By Linda Jamison – Wolters Kluwer/ North America
Amid the discussion around large-scale, transformative regulatory initiatives post Dodd-Frank, it’s easy to lose sight of the fact that new regulatory requirements are also emerging from other sources, further underlining the need for banks to have financial technology systems and processes in place that are capable of accommodating change quickly, and on multiple fronts. Here Linda Jamison, Product Manager, North America, for Wolters Kluwer’s Finance, Risk & Reporting business examines how FDIC Part 370 is impacting financial technology requirements.
The Federal Deposit Insurance Corporation (FDIC)’s 12 CFR Part 370 rule, finalized earlier this year and due to be implemented by early 2020, is a good example of how new regulatory requirements are underlining the need for banks to have robust financial technology systems in place to accommodate change. The rule aims to ensure account holders have swift access to their insured deposits in the event of a bank failure, which the FDIC notes is critical to public confidence in the banking system. It dictates that covered institutions must have the technological capability to rapidly and accurately determine depositor insurance payouts in failure cases — an ability that the FDIC will test by requiring institutions to perform and report multiple insurance calculations.
FDIC part 370 will apply to all insured institutions with more than 2 million deposit accounts, meaning nearly 40 could be affected, the largest of which has a staggering 87 million accounts. Like many other regulatory requirements that have emerged in recent years, it is likely to involve the collection, processing and reporting of data not captured in current or historical regulatory reports. Underlying documentation must also validate and comply with requirements to support insurance coverage calculations. This puts the onus on banks to ensure documentation such as customer signature cards and similar materials are complete and up to date.
The picture will be complicated further by the fact that in some cases, the required data or materials will not rest within the institution. Collective or master accounts such as mortgage escrow accounts, for example, may bundle deposits from thousands of customers from which underlying details will be required to accurately process insurance payments.
Banks that have been involved in acquisitions are also likely to struggle to gather records or information on customers that they have effectively imported.
The high price of failure
The stakes are high, as failing to adequately perform calculations or being unable to provide the documents and details needed to satisfy the FDIC could lead to customers potentially losing insurance coverage in the event of a bank collapse. This makes it critical that banks put procedures in place that will enable them to connect with end-customers to obtain any necessary information quickly and efficiently, in a way that minimizes the impact on customer relationships. Ownership of this process will vary from bank to bank, but we recommend a blended team under a single leader as relevant deposits may be spread among several business lines, including retail, commercial and mortgage, and A&L. In essence, banks will need to draw on those who know the customers best.
On the technology side, FDIC part 370 underlines yet again the need for a foundation where data from various departments can be stored, processed and reused for regulatory reporting, as well as other functions. Ideally, the bank will have a flexible reporting solution in place that can be tweaked or enhanced to perform the complex calculations demanded by FDIC part 370, negating the need to build or implement a specific solution from scratch to address the rule’s requirements.

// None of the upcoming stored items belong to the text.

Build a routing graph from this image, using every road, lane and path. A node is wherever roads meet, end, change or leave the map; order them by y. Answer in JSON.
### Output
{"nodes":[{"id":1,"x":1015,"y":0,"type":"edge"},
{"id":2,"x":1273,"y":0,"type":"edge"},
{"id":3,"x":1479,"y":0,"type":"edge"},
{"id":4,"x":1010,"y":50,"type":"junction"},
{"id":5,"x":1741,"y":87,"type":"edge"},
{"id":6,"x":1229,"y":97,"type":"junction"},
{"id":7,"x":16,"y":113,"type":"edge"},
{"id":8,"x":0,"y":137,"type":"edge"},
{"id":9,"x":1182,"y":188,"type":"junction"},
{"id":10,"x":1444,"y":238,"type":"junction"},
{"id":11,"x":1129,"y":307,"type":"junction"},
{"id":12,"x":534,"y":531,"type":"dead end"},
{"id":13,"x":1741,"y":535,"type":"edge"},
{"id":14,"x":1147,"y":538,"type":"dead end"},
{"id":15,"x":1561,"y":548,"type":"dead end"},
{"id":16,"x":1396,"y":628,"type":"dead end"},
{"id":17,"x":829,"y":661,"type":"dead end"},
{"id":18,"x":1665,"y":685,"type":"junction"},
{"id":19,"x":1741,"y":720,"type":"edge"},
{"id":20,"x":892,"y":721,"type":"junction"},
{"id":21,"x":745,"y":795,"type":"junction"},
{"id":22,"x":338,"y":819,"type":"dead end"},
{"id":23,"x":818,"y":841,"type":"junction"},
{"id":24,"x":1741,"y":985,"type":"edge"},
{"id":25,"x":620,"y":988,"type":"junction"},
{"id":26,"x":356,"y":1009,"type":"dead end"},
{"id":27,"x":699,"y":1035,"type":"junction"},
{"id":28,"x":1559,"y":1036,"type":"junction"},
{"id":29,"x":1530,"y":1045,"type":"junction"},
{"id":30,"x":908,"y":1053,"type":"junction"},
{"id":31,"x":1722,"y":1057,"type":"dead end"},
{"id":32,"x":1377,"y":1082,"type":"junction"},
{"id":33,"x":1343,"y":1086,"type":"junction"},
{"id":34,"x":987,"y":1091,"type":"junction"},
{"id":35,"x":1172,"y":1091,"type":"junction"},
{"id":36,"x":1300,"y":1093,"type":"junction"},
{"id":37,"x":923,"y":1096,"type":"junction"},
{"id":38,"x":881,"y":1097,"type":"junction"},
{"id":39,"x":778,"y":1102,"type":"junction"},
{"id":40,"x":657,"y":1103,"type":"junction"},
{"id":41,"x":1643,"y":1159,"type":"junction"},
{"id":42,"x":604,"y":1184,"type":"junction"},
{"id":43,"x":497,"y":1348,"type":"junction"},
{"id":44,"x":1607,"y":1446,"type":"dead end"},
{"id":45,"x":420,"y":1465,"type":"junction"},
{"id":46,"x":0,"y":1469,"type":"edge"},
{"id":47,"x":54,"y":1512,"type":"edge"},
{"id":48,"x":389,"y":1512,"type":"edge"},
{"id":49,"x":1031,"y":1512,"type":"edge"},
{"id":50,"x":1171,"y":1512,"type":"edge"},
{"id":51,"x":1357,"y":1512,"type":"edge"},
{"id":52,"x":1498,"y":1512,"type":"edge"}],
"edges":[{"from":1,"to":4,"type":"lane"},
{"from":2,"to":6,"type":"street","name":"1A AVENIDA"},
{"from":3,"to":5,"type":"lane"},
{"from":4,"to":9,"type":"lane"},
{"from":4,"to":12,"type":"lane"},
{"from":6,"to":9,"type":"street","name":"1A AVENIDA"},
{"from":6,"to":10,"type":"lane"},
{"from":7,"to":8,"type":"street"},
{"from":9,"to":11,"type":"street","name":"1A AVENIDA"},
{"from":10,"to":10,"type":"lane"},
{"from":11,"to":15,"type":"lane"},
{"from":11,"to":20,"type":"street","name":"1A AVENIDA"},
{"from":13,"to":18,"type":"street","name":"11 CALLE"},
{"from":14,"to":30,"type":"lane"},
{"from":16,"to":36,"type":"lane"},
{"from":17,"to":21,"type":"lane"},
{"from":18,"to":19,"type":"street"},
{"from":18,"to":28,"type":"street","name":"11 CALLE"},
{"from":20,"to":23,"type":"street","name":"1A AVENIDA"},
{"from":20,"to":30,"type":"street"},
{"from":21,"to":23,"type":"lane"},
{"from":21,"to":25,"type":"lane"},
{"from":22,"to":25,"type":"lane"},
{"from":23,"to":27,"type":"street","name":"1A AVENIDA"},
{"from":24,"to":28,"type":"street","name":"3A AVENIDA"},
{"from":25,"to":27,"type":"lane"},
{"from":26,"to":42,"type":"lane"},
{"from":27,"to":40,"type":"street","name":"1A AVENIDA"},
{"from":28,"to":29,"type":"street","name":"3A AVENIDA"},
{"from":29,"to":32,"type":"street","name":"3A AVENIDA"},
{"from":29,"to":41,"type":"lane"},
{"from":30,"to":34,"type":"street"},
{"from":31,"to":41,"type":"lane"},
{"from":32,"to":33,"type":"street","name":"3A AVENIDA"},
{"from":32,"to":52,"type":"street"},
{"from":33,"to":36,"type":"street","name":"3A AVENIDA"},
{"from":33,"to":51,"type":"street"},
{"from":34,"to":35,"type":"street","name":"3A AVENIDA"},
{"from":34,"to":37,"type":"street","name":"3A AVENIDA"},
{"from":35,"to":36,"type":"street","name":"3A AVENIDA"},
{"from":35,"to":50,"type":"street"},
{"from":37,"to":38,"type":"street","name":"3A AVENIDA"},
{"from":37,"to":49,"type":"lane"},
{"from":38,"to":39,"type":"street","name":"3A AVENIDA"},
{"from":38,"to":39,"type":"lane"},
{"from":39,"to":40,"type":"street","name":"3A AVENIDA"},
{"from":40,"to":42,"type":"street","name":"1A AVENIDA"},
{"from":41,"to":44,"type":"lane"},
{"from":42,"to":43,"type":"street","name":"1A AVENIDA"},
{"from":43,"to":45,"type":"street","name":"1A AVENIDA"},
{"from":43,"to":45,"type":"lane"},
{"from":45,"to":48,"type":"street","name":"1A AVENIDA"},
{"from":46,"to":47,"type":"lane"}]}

A lack of system or solution integration and flexibility means any new regulation will trigger yet another round of complex change management, challenging already strained plans and resources. Rather than trying to respond to every emerging requirement in an ad hoc manner, constantly building out systems and processes to fit new purposes, banks should have a regulatory architecture in place that can be easily extended to address new demands.
At the heart of this framework should be an integrated, transparent repository for the consistent and efficient aggregation of financial instrument and customer data, allowing easy consumption to address various and ever-changing regulatory requirements.
Developing an end-to-end view of data
A more holistic view of data throughout the processes of acquisition, aggregation, calculation and classification not only enhances accuracy, but also creates the audit trail that is needed to effectively meet the requirements of regulators like the FDIC, who are increasingly demanding the supporting information and calculations that underpin regulatory reports.
Visibility of data flows throughout the organization can also serve strategic goals, by highlighting areas of duplication or inefficiency, or uncovering trends that can serve as a basis for decision-making. FDIC part 370 is further impetus for a new approach to data that forward-looking institutions will adopt as they aim to become more resilient to regulatory change.